If you have a randomly mating population, apply assortative mating for a few generations, apply one generation of selection, and let randomly mix, it costs less variance for the same mean as if you don’t do assortative mating. That’s because assortative mating is a kind of selection, so this is like several generations of selection. If you start and end with an equilibrium of assortative mating, I’m not sure what happens. Also, assortative mating increases the variance, so you have to distinguish between the variance of the population and the variance of the population that would result if you switched to random mating.
test
I made a weak claim (all sites) to make it easier for you to see how that works within your own additive model. Of course, you don’t have to have plus alleles on all locations for a genius to be more common in the mixed population than in the original populations.
This would depend on the population sizes involved, number of locations, and overlap between locations.

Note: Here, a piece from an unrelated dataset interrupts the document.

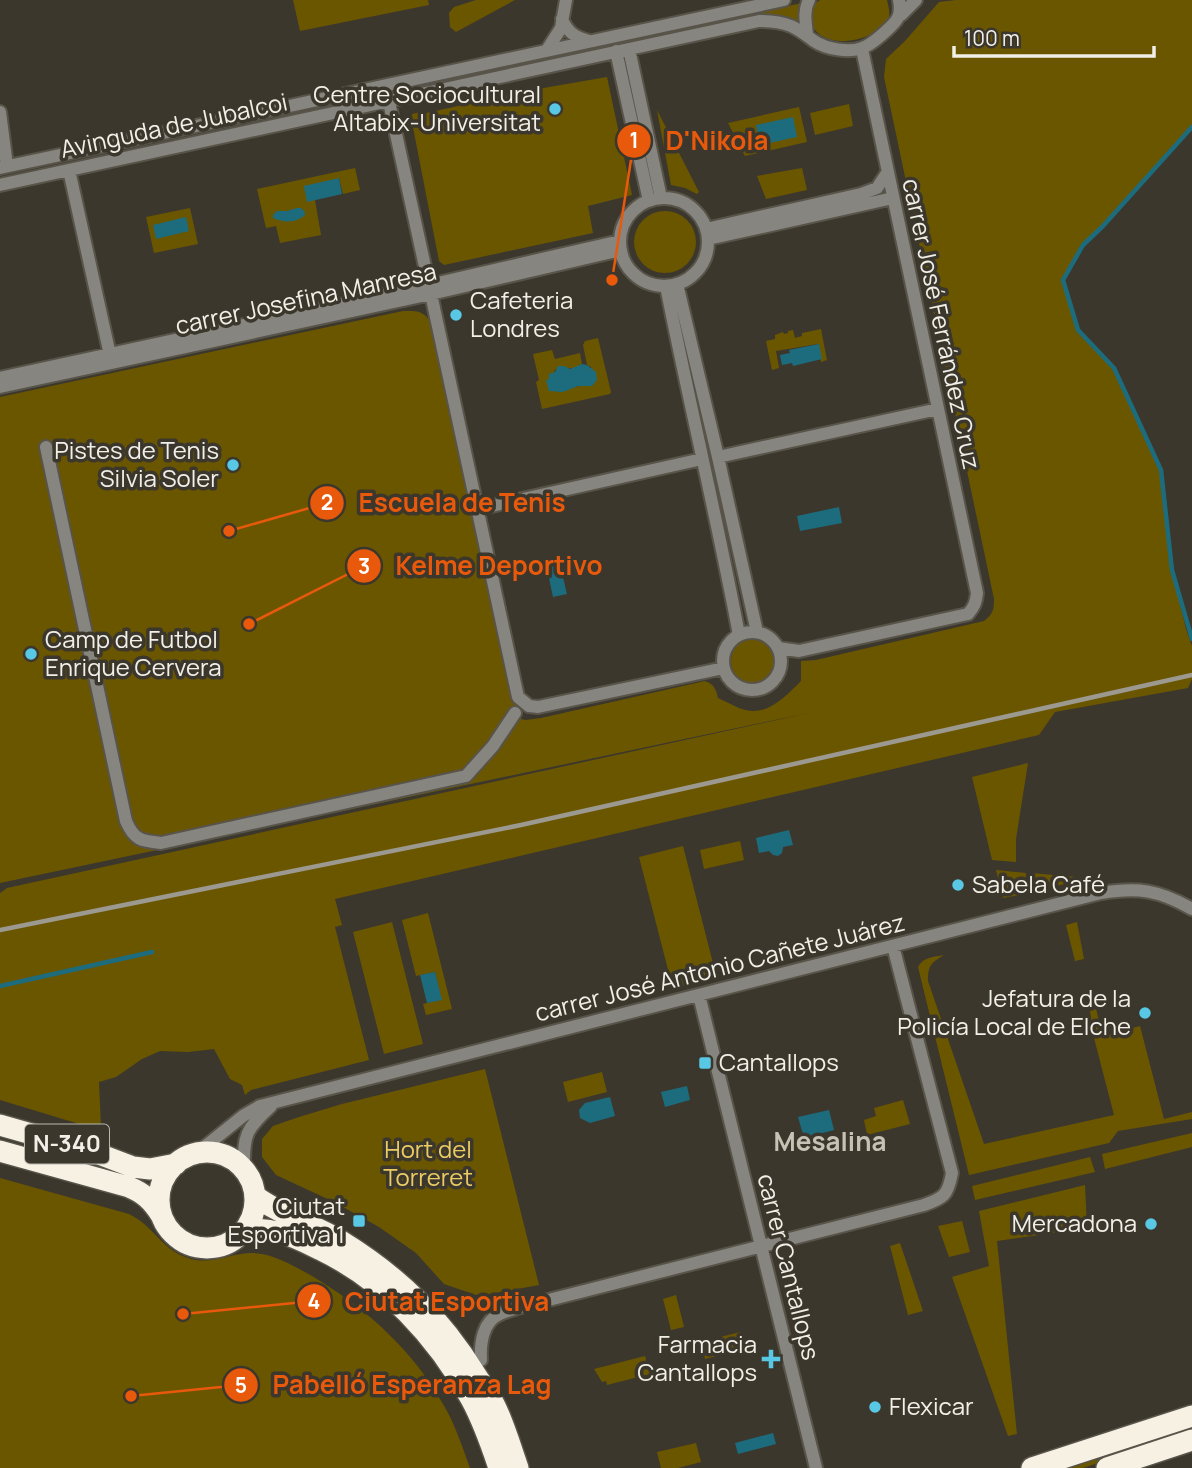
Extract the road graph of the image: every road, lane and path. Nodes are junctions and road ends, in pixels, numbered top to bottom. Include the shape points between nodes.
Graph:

I am not following how killing people who do poorly on a test does not evoke the evolution demon, eventually.
The average increased, that’s your evolution. If you let many generations pass, for the mutations to happen and genetic diversity to restore, you will get the variance back as well.
Assuming random mating, you’ll already get higher IQ kids in the next generation since people with exceptionally high IQ are more likely to mate.
What is the process by which you expect the mean to regress enough to leave you with a thinner upper tail than before UberHitler did his thing?